- [Given information]
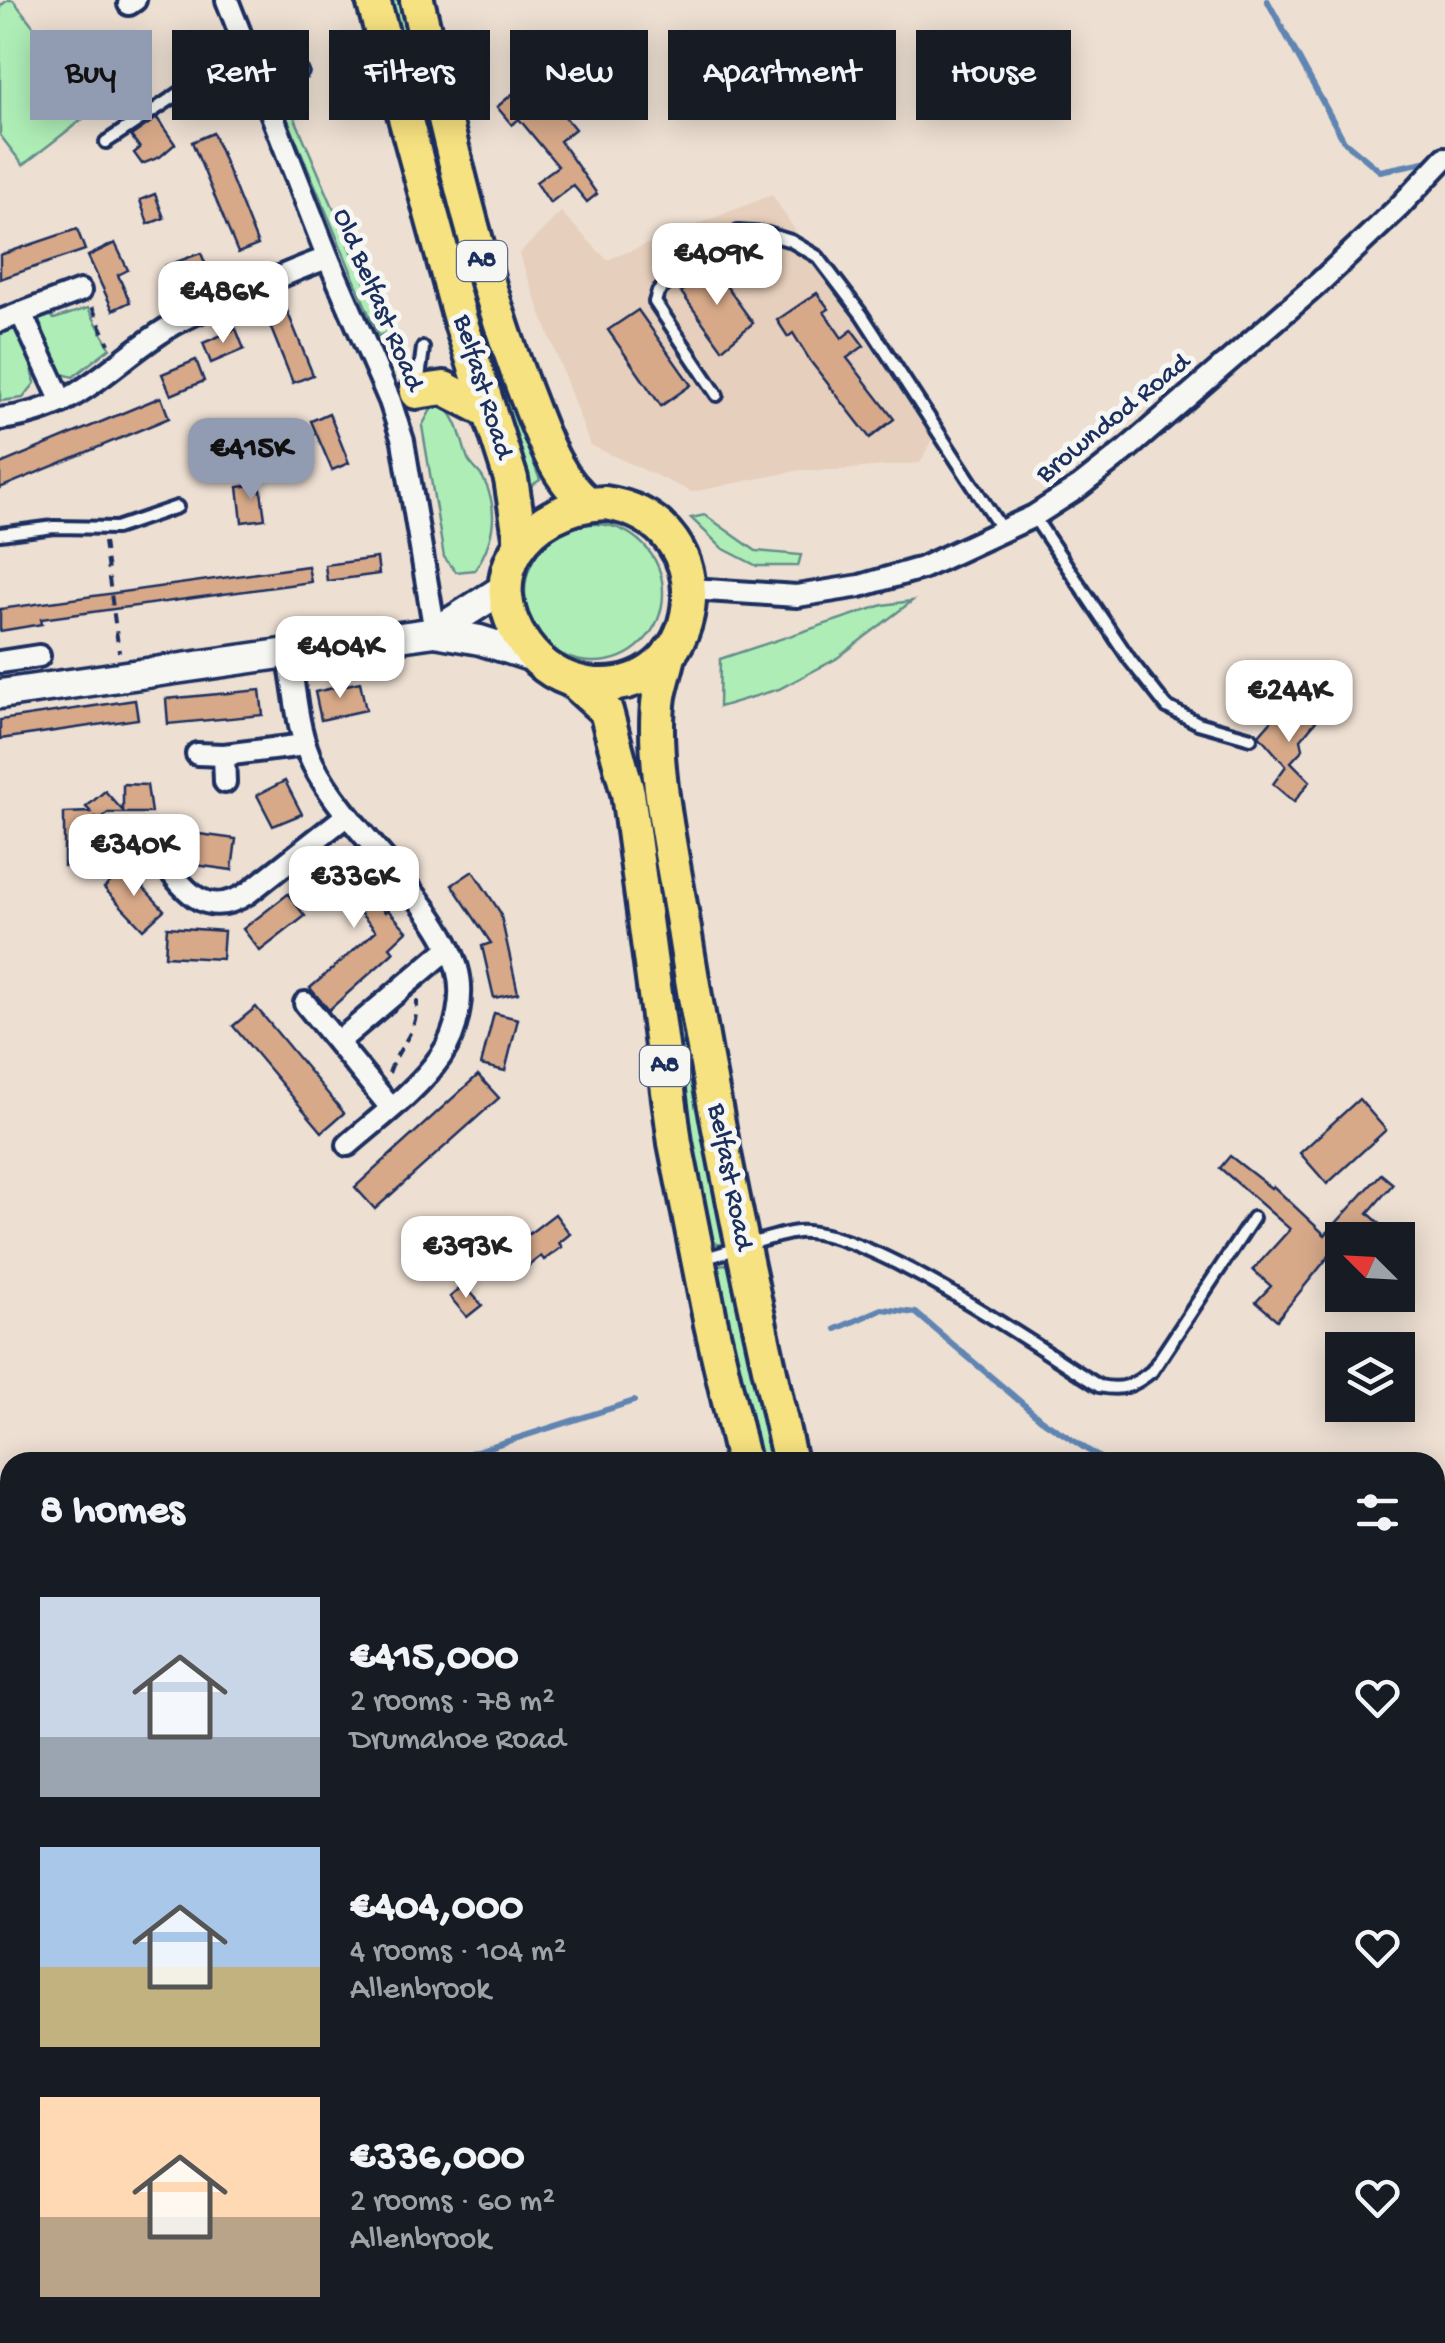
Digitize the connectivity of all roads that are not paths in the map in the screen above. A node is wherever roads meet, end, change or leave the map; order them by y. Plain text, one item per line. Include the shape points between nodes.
1 (227, 0) edge
2 (373, 0) edge
3 (416, 0) edge
4 (239, 30) edge
5 (172, 98) edge
6 (274, 120) edge
7 (106, 142) dead end
8 (1445, 158) edge
9 (328, 258) junction
10 (80, 291) road end
11 (22, 313) junction
12 (0, 321) edge
13 (423, 348) dead end
14 (717, 395) dead end
15 (403, 396) junction
16 (62, 402) junction
17 (488, 410) junction
18 (0, 419) edge
19 (588, 504) junction
20 (177, 506) dead end
21 (1034, 516) junction
22 (1002, 531) junction
23 (0, 534) edge
24 (521, 543) junction
25 (503, 589) junction
26 (690, 590) junction
27 (435, 632) junction
28 (670, 652) junction
29 (288, 654) junction
30 (39, 656) dead end
31 (533, 657) junction
32 (8, 661) edge
33 (574, 682) junction
34 (9, 692) edge
35 (1251, 738) dead end
36 (306, 745) junction
37 (197, 754) dead end
38 (224, 755) junction
39 (225, 782) dead end
40 (346, 816) junction
41 (158, 856) dead end
42 (449, 948) junction
43 (305, 1003) dead end
44 (338, 1042) junction
45 (391, 1108) junction
46 (348, 1145) dead end
47 (1252, 1218) dead end
48 (742, 1249) junction
49 (698, 1259) junction
50 (742, 1452) edge
51 (788, 1452) edge

1 - 4 street, Old Belfast Road
2 - 17 highway, Belfast Road / A8
3 - 19 highway, Belfast Road / A8 via 512,358 562,478
5 - 7 lane
6 - 9 street, Old Belfast Road
8 - 21 street, Browndod Road via 1320,282 1128,448
9 - 15 street, Old Belfast Road
9 - 16 street via 182,319
10 - 11 street
11 - 12 street
11 - 16 street
13 - 15 lane via 422,375
14 - 22 lane via 656,302 658,292 708,245 738,232 791,241 818,257 862,315
15 - 17 highway via 444,388
15 - 27 street, Old Belfast Road via 403,441
16 - 18 street
17 - 24 highway, Belfast Road / A8
19 - 24 highway via 562,511
19 - 26 highway via 621,506 651,519 683,557
20 - 23 lane via 116,528
21 - 22 street, Browndod Road
21 - 35 lane via 1167,707
22 - 26 street, Browndod Road via 922,568 835,591 769,596
24 - 25 highway
25 - 27 main road
25 - 31 highway, A8 via 508,618
26 - 28 highway, A8 via 686,622
27 - 29 main road
27 - 31 main road
28 - 33 highway via 627,681
28 - 48 highway, Belfast Road / A8 via 659,696 659,756
29 - 34 main road
29 - 36 street
30 - 32 street
31 - 33 highway, A8
32 - 34 street
33 - 49 highway, Belfast Road / A8 via 606,710 628,793 675,1143
36 - 38 street
36 - 40 street
37 - 38 street
38 - 39 street
40 - 41 street via 229,902 193,897
40 - 42 street
42 - 44 street
42 - 45 street via 460,980 450,1040
43 - 44 street
44 - 45 street
45 - 46 street
47 - 48 lane via 1152,1371 1119,1390 1099,1386 857,1244 797,1232
48 - 49 lane
48 - 51 highway, Belfast Road / A8
49 - 50 highway, Belfast Road / A8

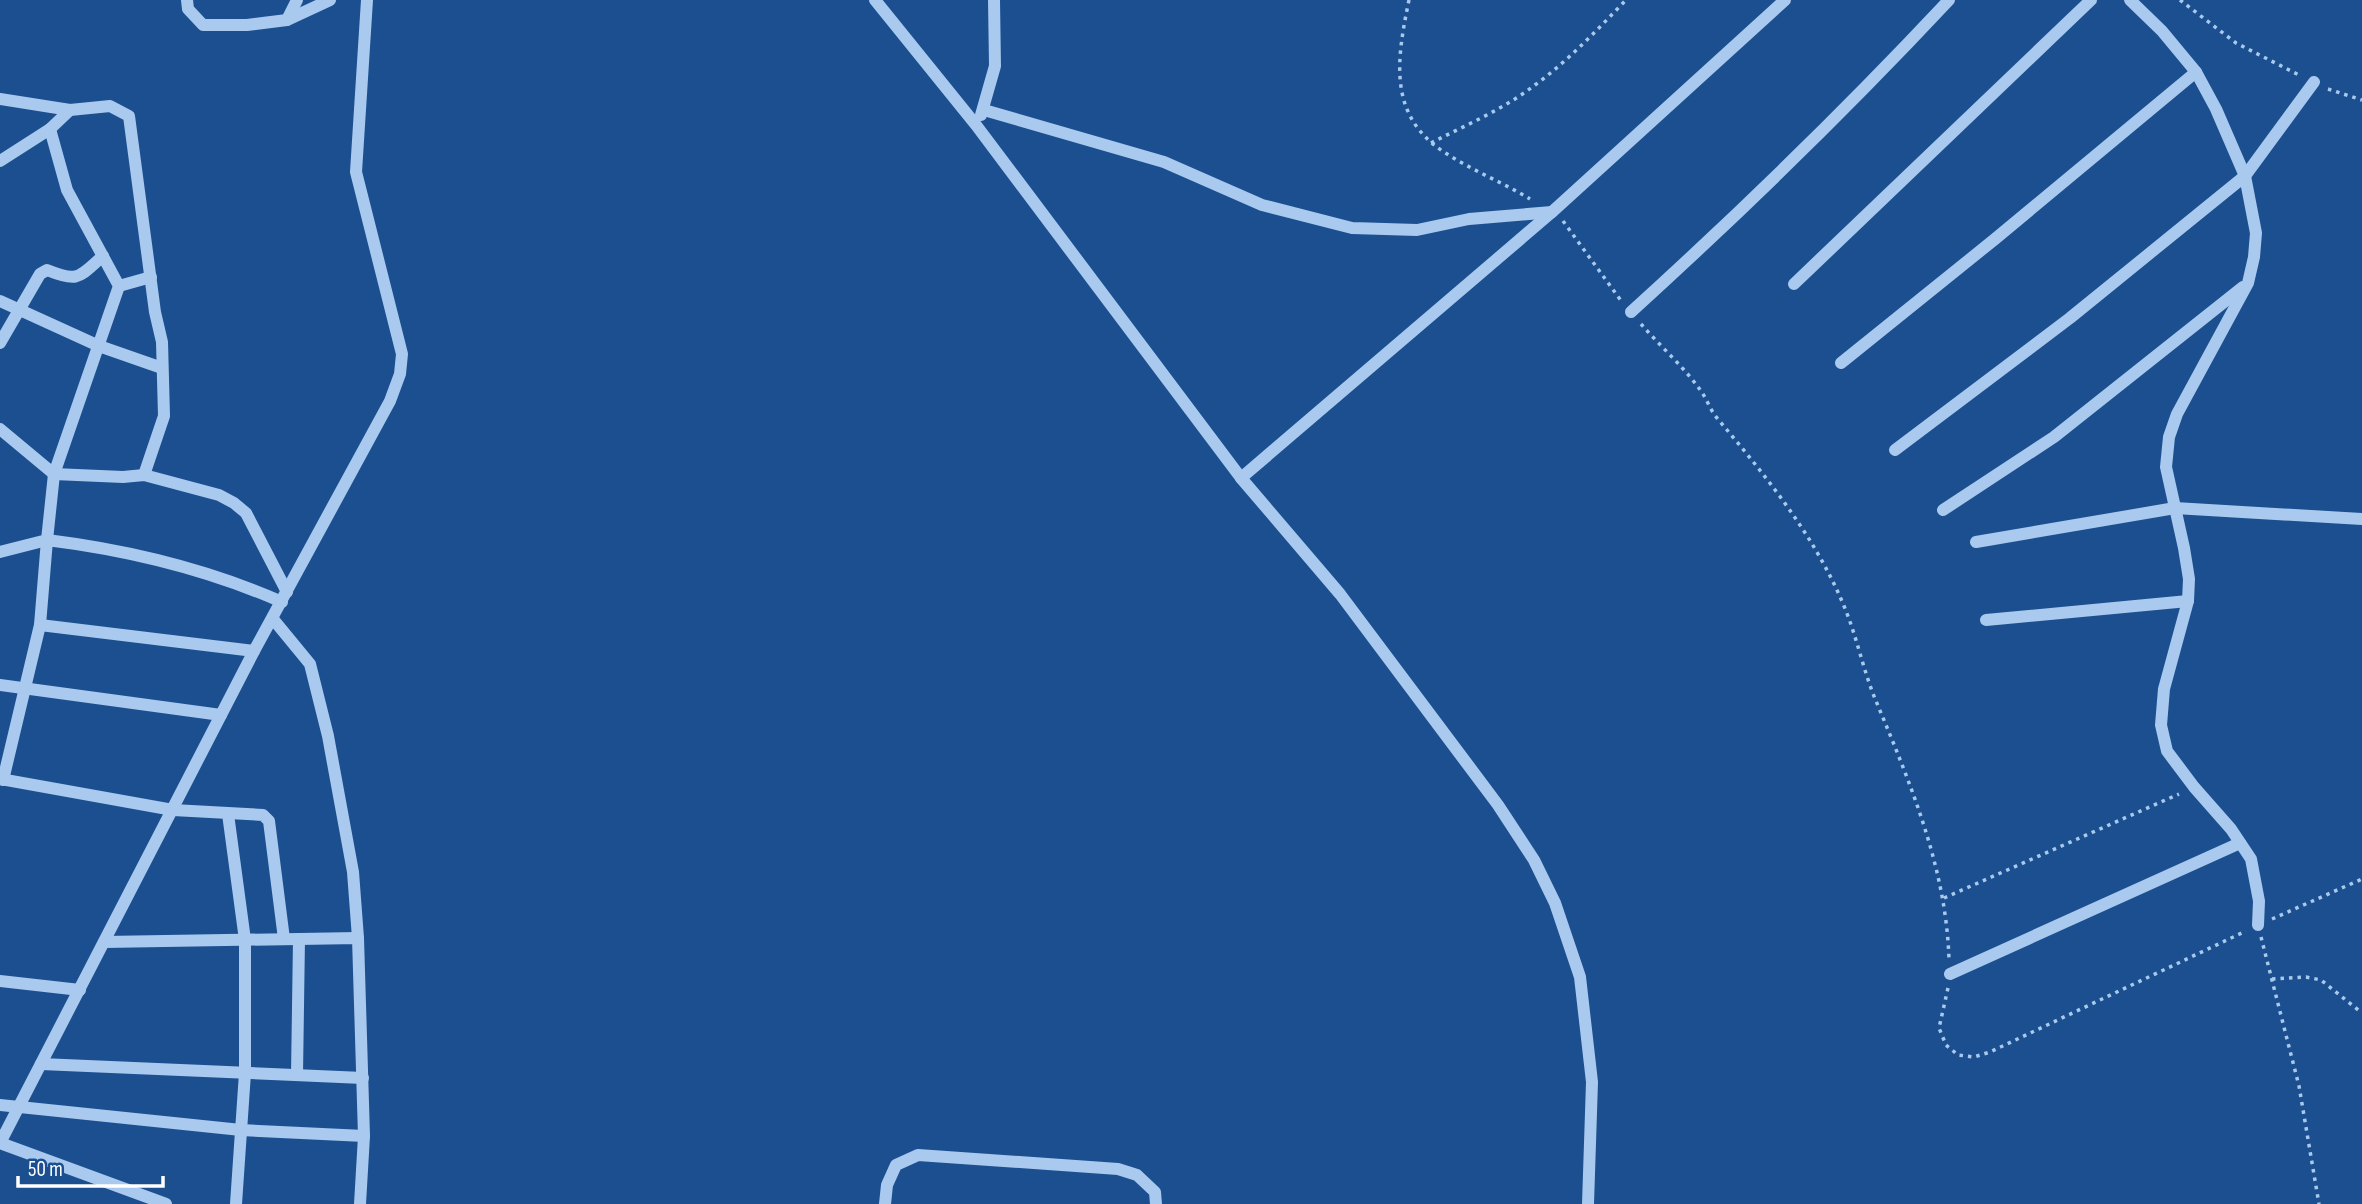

- [Activity]
Give the material above again exactly as it stands, minus any images.

- [Your solution]
Digitize the connectivity of all roads that are not paths in the map in the screen above. A node is wherever roads meet, end, change or leave the map; order them by y. Plain text, one item per line. Include the shape points between nodes.
1 (227, 0) edge
2 (373, 0) edge
3 (416, 0) edge
4 (239, 30) edge
5 (172, 98) edge
6 (274, 120) edge
7 (106, 142) dead end
8 (1445, 158) edge
9 (328, 258) junction
10 (80, 291) road end
11 (22, 313) junction
12 (0, 321) edge
13 (423, 348) dead end
14 (717, 395) dead end
15 (403, 396) junction
16 (62, 402) junction
17 (488, 410) junction
18 (0, 419) edge
19 (588, 504) junction
20 (177, 506) dead end
21 (1034, 516) junction
22 (1002, 531) junction
23 (0, 534) edge
24 (521, 543) junction
25 (503, 589) junction
26 (690, 590) junction
27 (435, 632) junction
28 (670, 652) junction
29 (288, 654) junction
30 (39, 656) dead end
31 (533, 657) junction
32 (8, 661) edge
33 (574, 682) junction
34 (9, 692) edge
35 (1251, 738) dead end
36 (306, 745) junction
37 (197, 754) dead end
38 (224, 755) junction
39 (225, 782) dead end
40 (346, 816) junction
41 (158, 856) dead end
42 (449, 948) junction
43 (305, 1003) dead end
44 (338, 1042) junction
45 (391, 1108) junction
46 (348, 1145) dead end
47 (1252, 1218) dead end
48 (742, 1249) junction
49 (698, 1259) junction
50 (742, 1452) edge
51 (788, 1452) edge

1 - 4 street, Old Belfast Road
2 - 17 highway, Belfast Road / A8
3 - 19 highway, Belfast Road / A8 via 512,358 562,478
5 - 7 lane
6 - 9 street, Old Belfast Road
8 - 21 street, Browndod Road via 1320,282 1128,448
9 - 15 street, Old Belfast Road
9 - 16 street via 182,319
10 - 11 street
11 - 12 street
11 - 16 street
13 - 15 lane via 422,375
14 - 22 lane via 656,302 658,292 708,245 738,232 791,241 818,257 862,315
15 - 17 highway via 444,388
15 - 27 street, Old Belfast Road via 403,441
16 - 18 street
17 - 24 highway, Belfast Road / A8
19 - 24 highway via 562,511
19 - 26 highway via 621,506 651,519 683,557
20 - 23 lane via 116,528
21 - 22 street, Browndod Road
21 - 35 lane via 1167,707
22 - 26 street, Browndod Road via 922,568 835,591 769,596
24 - 25 highway
25 - 27 main road
25 - 31 highway, A8 via 508,618
26 - 28 highway, A8 via 686,622
27 - 29 main road
27 - 31 main road
28 - 33 highway via 627,681
28 - 48 highway, Belfast Road / A8 via 659,696 659,756
29 - 34 main road
29 - 36 street
30 - 32 street
31 - 33 highway, A8
32 - 34 street
33 - 49 highway, Belfast Road / A8 via 606,710 628,793 675,1143
36 - 38 street
36 - 40 street
37 - 38 street
38 - 39 street
40 - 41 street via 229,902 193,897
40 - 42 street
42 - 44 street
42 - 45 street via 460,980 450,1040
43 - 44 street
44 - 45 street
45 - 46 street
47 - 48 lane via 1152,1371 1119,1390 1099,1386 857,1244 797,1232
48 - 49 lane
48 - 51 highway, Belfast Road / A8
49 - 50 highway, Belfast Road / A8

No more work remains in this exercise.